Task to carry out >>
Report only the number of lines in the entries below that hold the word "TRUCCO".

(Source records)
============================================================

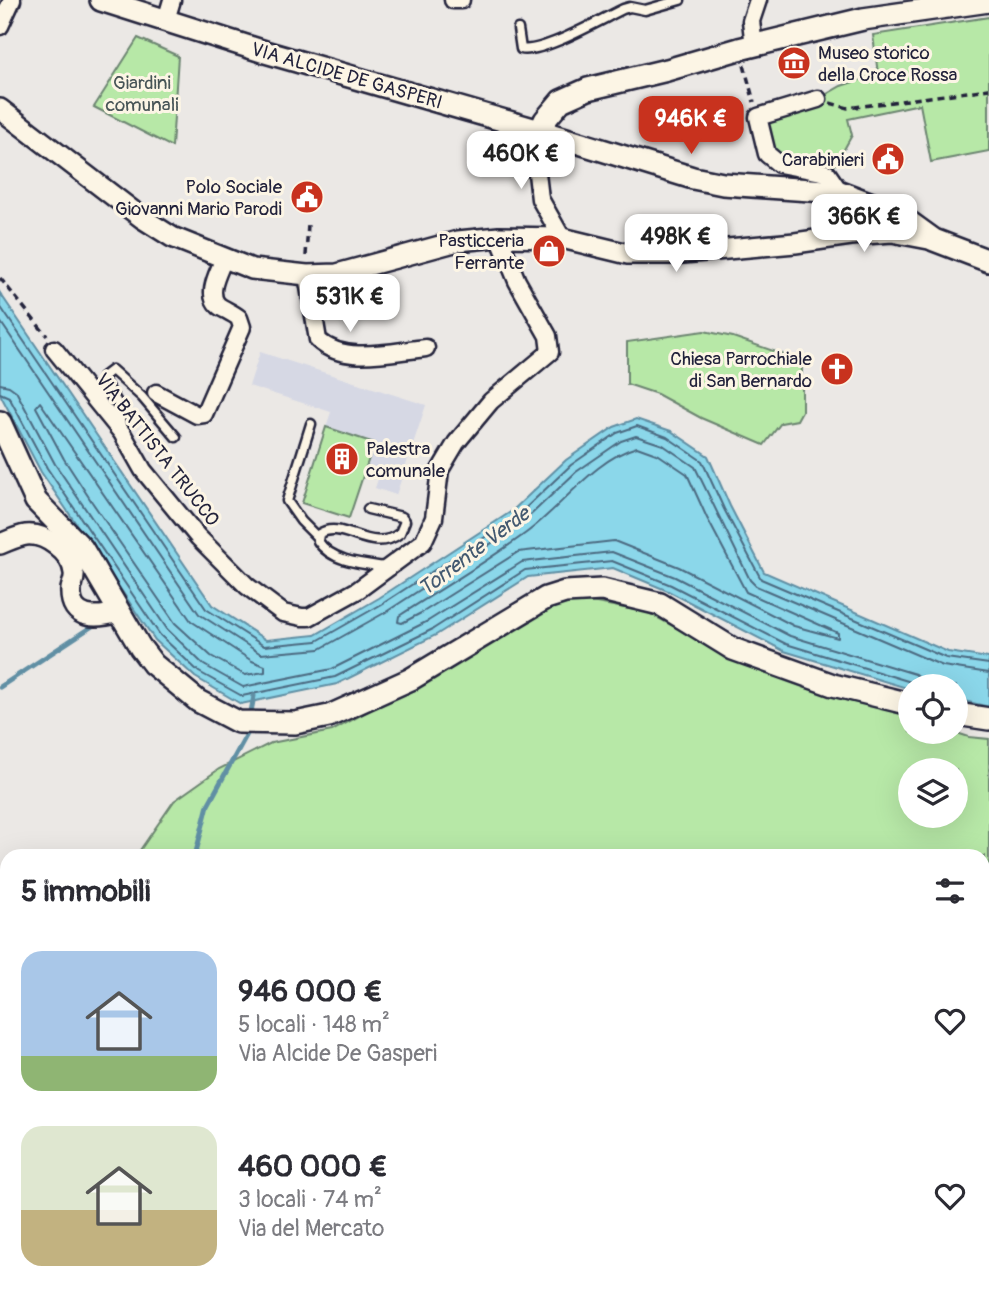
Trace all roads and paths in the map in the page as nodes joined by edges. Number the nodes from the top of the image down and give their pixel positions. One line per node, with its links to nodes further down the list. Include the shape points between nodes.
1 (12, 0): 9 (street)
2 (101, 0): 8 (main road, VIA ALCIDE DE GASPERI)
3 (453, 0): 4 (street)
4 (461, 0)
5 (680, 0): 10 (lane, via 645,10 623,9 529,51 522,49)
6 (758, 0): 11 (street)
7 (989, 1): 11 (main road, via 863,19)
8 (169, 10): 16 (main road, VIA ALCIDE DE GASPERI, via 265,52)
9 (0, 26)
10 (518, 29)
11 (747, 47): 15 (path); 16 (main road, via 588,89 561,102)
12 (989, 89): 13 (path, via 848,108)
13 (818, 99): 15 (street)
14 (0, 109): 23 (street, via 142,218 172,237)
15 (758, 117): 17 (street, via 767,154 779,164 827,173)
16 (540, 131): 17 (main road, VIA ALCIDE DE GASPERI, via 693,178); 21 (street, via 540,199)
17 (831, 191): 20 (street, via 837,219); 22 (main road, VIA ALCIDE DE GASPERI, via 898,214)
18 (308, 223): 25 (path)
19 (499, 237): 21 (street); 25 (street, via 458,241 338,274); 37 (street, VIA BATTISTA TRUCCO, via 548,336 550,352 491,401 456,443 439,470 428,535)
20 (827, 237): 21 (street, via 672,254 628,254); 22 (street, via 892,232)
21 (562, 238)
22 (934, 240): 24 (main road, VIA ALCIDE DE GASPERI)
23 (224, 258): 25 (street, via 253,269); 29 (street, via 212,292 220,306 239,317 242,327 204,414 197,415)
24 (989, 261)
25 (307, 275): 27 (street, via 318,340 328,348 364,354)
26 (0, 278): 28 (path)
27 (426, 348)
28 (54, 349): 32 (street, VIA BATTISTA TRUCCO)
29 (156, 393)
30 (0, 422): 38 (main road, via 36,501 82,548)
31 (312, 424): 35 (lane, via 288,501)
32 (122, 433): 33 (lane, via 118,404 103,380 112,370); 37 (street, VIA BATTISTA TRUCCO, via 143,470 198,537 247,586 283,613 309,617)
33 (176, 437)
34 (368, 509): 35 (lane, via 402,517 405,522 400,533 381,542 333,531 323,531)
35 (317, 537): 37 (lane, via 328,552)
36 (0, 544): 38 (street, via 25,535 52,542 71,563 72,598 79,612 93,617)
37 (389, 568)
38 (119, 612): 39 (main road, via 153,664 198,701 238,722 295,723 329,716 411,679 545,598 582,590 602,590 660,604 733,649 833,685)
39 (898, 701)
40 (968, 716): 41 (main road)
41 (989, 719)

============================================================

Solution below >>
3